Story: Wren lives in paradise – tropical huts, warm lagoons, and good food. She and her group worship the goddess DOT and thank her daily for their wonderful life. But things are not perfect in paradise; Wren begins to remember things – a time before DOT that shouldn’t be possible (because there was nothing before the creator DOT made them). And the behaviors of her fellow teens – especially one boy who may also be remembering a past life and a natural charismatic leader who is starting to be just a bit too forceful about their hooking up – is becoming a problem to Wren. She just wants the oblivion of DOT and not to have the fear and worry of her ‘unDOTly memories’ becoming evident. Because anything unDOTly must be crushed.
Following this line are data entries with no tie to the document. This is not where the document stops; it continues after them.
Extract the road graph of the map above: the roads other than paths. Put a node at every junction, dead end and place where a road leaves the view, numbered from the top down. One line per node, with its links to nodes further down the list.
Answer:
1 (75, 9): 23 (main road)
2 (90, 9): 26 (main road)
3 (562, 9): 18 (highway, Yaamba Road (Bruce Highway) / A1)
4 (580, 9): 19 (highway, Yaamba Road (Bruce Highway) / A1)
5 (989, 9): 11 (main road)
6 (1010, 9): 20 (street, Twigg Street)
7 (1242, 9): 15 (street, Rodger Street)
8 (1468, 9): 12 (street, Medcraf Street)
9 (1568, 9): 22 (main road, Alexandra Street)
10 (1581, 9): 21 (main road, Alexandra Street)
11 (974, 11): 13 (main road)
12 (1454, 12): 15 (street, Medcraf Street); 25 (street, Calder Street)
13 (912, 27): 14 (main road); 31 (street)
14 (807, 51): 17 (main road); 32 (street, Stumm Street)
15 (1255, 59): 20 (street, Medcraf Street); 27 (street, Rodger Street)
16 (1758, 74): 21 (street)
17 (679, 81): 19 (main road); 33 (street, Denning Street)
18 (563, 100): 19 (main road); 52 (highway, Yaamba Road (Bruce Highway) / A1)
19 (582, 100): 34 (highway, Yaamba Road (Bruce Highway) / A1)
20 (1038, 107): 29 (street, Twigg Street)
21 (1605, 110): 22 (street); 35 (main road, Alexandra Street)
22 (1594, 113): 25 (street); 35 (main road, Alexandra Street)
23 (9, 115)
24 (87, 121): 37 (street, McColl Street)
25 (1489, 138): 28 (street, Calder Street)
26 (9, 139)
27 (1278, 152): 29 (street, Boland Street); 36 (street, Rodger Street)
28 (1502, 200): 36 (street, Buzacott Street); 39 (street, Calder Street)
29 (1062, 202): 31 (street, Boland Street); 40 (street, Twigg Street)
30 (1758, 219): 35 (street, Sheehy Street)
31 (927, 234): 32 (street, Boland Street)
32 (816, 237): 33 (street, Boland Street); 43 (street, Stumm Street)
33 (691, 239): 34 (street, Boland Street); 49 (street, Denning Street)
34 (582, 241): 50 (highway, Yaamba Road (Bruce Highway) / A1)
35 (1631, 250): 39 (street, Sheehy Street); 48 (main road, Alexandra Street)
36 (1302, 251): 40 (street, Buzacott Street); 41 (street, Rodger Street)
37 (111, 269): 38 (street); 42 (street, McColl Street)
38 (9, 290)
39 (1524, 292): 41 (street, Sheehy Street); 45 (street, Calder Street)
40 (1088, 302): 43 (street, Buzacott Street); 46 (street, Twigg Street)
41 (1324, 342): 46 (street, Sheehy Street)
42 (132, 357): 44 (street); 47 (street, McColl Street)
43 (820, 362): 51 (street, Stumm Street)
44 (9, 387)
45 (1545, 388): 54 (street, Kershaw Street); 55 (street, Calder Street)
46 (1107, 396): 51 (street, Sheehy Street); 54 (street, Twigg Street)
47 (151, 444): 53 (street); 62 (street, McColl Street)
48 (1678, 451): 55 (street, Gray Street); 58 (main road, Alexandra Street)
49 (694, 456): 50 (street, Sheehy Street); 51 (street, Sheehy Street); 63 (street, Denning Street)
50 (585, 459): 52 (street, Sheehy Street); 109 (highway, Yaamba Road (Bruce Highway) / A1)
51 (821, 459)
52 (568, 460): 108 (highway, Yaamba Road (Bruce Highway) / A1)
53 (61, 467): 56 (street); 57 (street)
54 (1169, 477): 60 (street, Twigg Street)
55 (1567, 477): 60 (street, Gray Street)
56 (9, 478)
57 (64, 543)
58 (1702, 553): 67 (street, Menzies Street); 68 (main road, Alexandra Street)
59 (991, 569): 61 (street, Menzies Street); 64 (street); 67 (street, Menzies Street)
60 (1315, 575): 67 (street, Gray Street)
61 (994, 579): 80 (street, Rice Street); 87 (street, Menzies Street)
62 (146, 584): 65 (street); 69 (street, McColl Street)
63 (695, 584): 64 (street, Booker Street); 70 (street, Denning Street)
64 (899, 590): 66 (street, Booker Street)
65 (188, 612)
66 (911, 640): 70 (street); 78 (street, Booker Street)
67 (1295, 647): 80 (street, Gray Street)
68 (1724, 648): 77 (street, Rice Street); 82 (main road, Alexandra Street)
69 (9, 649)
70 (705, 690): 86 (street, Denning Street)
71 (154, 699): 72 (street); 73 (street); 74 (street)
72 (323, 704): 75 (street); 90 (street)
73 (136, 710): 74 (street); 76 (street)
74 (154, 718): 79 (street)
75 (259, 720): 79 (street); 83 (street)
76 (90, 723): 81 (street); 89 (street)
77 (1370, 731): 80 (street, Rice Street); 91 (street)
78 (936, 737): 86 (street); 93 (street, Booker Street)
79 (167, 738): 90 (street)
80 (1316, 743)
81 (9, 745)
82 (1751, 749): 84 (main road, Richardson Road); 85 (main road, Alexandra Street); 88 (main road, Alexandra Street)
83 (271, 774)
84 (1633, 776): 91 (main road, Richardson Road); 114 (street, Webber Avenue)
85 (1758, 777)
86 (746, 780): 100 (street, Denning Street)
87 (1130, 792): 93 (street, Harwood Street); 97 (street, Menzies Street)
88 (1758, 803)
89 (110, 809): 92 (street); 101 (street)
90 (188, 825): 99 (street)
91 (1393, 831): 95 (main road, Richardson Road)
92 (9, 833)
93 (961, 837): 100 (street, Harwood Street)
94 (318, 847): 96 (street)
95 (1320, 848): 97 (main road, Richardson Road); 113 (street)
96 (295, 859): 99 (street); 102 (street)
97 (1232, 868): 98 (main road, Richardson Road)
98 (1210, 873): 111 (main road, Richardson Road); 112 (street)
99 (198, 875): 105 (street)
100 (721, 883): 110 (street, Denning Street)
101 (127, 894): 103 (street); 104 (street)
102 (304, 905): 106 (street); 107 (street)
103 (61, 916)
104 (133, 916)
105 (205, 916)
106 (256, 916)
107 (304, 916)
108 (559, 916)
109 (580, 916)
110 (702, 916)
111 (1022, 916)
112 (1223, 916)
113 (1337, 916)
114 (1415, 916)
State of Grace is a very different type of dystopian. The characters are highly simplistic and use a fascinating vocabulary that doesn’t include any negatives (e.g., ‘prehappy’ instead of ‘unhappy’). It makes for an interesting and very fast read since there aren’t any metaphysical ramblings going on. The teens swim, eat, maybe pick some fruits, and then hook up at will. On the surface, it certainly feels like the perfect simple life. Of course, that is until a 9 year old boy shows up (who isn’t one of DOT’s creations) and claims to be from outside ‘the compound’. Of course, readers know where the story will go from there.
Fans of boom boom action packed dystopian will likely find passive Wren’s simplistic denials of the obvious frustrating. But really that’s the point. The eventual denouement makes it all clear but many readers may have a hard time getting there through Wren’s passivity and the simplistic society.
Because this is an easy read and it kept me interested, this is a solid 4 star book for me. Where it fell apart at the end was with some leaps of logic and believability issues stemming from a fairly cliche ending. I didn’t buy any of it and so it was rather an anti climatic ending (and one that was very predictable, sadly). Reviewed from an advance reader copy provided by the publisher.